This article was originally published in The New Stack on July 22, 2019.
When I set out to run marketing for Kublr, an enterprise-grade Kubernetes platform, I needed to wrap my head around Kubernetes. I read some articles on the internet, talked to our technical team and, at some point, understood the basic concepts. However, I didn’t really get the full picture. I realized I needed to zoom out, way out. Most articles and technical people start with the assumption of context which non-technical people generally don’t have. So, I read an Introduction to Computer Science then continued studying distributed systems and, oh my god, had I aha-moments!
Finally understanding the core concepts the new stack is built on was so enlightening, I wanted to share my newly found insights with all those struggling to understand what this open-source technology is all about and why it is so revolutionary.
Let me start with the basic concepts needed to understand where Kubernetes came from: the context. For technical folks, this may sound very simplistic, and it should. The goal is to offer a simplified overview to understand the big picture. I’ll start with a single computer, move to virtual machines, and then briefly discuss distributed applications. If you’re already familiar with these concepts, feel free to jump to what’s new to you.
Bare Metal Machines
A computer consists of hardware — mainly the central processing unit (CPU), memory and storage — which runs different applications or programs. The operating system (OS) is a software that sits on top of the hardware and manages these resources. Above the OS are the applications (e.g. Outlook or the Microsoft stack on your laptop). The OS schedules when each app has access to which resource ensuring each application has enough to run smoothly (while Outlook and Word may feel like they run simultaneously, they don’t. Believe it or not, your computer cannot multitask. Programs run one at a time. The intervals are so fast, however, that they seem to run simultaneously — that’s OS magic!). The applications are oblivious of the hardware, they only interact with the OS. This principle is called abstraction: a layer that mediates (OS) between two other layers (hardware and apps). Apps don’t need to know anything about the hardware because the OS manages everything.
Before virtualization came along there was no way to isolate applications on the same machine, or server. When dealing with mission-critical applications, companies would typically have one application per server to avoid that, if one application crashes, it would drag another one down with it. Running one app per machine is expensive as each machine has to have the maximum resource capacity the app can possibly reach during its peak, even if it only reaches that capacity one percent of the time — an inefficient use of compute resources. Machines like this (with no virtual machines) are referred to as bare metal.
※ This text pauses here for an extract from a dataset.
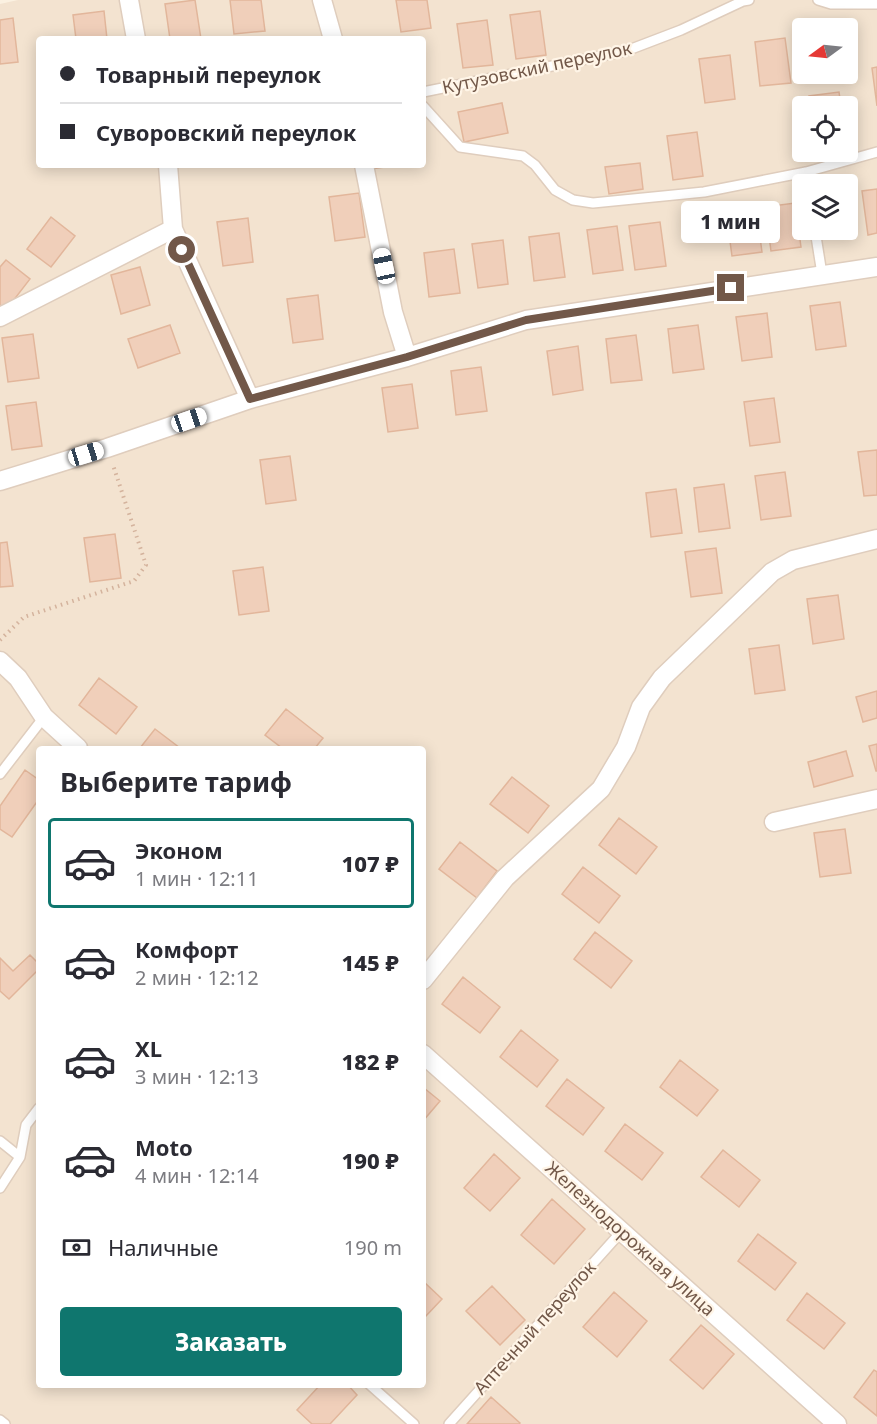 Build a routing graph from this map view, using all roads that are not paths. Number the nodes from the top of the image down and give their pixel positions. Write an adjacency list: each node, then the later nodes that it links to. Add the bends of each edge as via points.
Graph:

Co-locating applications optimizes resource utilization. Since it’s unlikely that all application will peak at the same time (you only co-locate apps that aren’t likely to), applications can share peak-time capacity, significantly reducing resource needs. Virtualization enabled exactly that by eliminating the risk of one app crashing and affecting co-located apps.
A virtual machine (VM) is code that “wraps around” an application, pretending to be hardware. The code running inside the VM thinks the VM is a separate computer, hence the term “virtual machine.” Just like physical machines, VMs require an OS. An OS running inside a VM is referred to as guest OS, while the OS on the real machine is referred to as host OS.
Isolated with no risk of affecting co-located applications, multiple applications can now run on a single server enabling more efficient resource utilization — a true revolution at the time.
From an application standpoint, there is no difference between running on a VM or a real physical machine. From a system administrator’s perspective, however, VMs are much more convenient since adding or deleting VMs is significantly easier, simplifying day-to-day infrastructure management.
Large Enterprise Applications and Distributed Systems
Enterprise applications can be huge and often require way more compute capacity than a single machine can handle. Parallel computing, running multiple programs at the same time, may also be required. In order to achieve that, multiple machines are connected through a network forming a distributed application/system. The two main characteristics of a distributed system are (1) a collection of autonomous virtual or physical machines (2) that appears as one single coherent system to the end-user (which can be a person or an application).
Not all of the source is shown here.